■ What you need to do
Using the listing below, work out how many lines contain the word "from", and respond with that number alone.

■ Record extracts
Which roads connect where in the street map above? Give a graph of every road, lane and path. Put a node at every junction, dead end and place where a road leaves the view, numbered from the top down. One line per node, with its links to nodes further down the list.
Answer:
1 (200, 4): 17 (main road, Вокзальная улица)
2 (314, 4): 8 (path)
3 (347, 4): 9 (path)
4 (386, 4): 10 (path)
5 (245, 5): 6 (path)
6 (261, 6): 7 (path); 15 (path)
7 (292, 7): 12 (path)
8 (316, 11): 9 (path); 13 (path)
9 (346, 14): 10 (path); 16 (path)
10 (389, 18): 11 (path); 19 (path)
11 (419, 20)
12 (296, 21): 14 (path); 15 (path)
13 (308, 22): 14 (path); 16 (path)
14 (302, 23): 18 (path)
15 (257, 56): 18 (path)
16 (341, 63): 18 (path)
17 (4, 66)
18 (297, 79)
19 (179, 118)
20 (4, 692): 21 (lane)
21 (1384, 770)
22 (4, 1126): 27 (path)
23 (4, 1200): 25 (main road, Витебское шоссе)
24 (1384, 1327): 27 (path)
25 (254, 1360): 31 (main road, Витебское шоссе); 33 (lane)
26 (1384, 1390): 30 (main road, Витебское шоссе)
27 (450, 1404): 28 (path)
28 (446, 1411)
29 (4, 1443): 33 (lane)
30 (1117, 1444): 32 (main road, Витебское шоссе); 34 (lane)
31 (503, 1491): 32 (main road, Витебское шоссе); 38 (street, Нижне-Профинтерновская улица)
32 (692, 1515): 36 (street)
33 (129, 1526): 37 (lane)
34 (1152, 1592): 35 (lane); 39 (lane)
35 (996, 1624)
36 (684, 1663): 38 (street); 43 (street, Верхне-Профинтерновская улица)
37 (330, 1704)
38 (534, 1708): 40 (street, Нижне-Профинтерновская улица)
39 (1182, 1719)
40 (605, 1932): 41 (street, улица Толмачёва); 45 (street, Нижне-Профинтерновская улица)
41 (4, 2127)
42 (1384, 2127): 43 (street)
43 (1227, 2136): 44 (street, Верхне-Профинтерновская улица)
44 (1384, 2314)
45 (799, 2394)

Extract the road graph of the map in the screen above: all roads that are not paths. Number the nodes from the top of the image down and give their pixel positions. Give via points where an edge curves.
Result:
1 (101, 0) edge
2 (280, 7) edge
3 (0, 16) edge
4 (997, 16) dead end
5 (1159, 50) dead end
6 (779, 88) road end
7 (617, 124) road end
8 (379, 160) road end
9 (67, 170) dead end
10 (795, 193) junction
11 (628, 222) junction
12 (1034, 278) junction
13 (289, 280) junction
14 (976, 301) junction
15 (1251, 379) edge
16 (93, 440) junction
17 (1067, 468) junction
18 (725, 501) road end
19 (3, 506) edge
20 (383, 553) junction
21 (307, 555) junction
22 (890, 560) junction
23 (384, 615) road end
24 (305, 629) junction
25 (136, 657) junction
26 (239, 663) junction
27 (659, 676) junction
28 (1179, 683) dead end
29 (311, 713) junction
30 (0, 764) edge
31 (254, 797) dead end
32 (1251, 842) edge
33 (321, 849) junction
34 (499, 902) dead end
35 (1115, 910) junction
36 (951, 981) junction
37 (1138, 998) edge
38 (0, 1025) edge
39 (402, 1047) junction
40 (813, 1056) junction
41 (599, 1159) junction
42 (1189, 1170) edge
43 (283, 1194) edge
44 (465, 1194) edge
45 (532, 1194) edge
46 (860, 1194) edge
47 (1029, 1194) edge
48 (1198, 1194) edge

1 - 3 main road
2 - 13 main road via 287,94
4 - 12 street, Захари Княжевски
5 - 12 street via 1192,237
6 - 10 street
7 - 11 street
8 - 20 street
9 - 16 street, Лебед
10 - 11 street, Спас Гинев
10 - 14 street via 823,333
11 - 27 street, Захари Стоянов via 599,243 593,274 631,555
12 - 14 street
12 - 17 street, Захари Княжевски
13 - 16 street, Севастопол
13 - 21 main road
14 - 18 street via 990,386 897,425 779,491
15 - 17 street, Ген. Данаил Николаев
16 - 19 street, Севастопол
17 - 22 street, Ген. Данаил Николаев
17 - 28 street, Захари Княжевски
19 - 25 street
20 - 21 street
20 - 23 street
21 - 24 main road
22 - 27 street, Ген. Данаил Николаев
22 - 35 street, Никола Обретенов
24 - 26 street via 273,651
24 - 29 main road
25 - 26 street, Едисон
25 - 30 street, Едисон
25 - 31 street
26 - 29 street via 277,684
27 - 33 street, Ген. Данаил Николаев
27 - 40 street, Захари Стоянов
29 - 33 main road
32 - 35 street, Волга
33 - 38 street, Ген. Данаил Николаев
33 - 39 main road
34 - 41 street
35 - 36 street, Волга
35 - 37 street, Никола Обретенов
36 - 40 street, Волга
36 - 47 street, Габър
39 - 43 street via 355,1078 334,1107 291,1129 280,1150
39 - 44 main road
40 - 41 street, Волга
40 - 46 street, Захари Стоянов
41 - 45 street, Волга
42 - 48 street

■ The completed task
2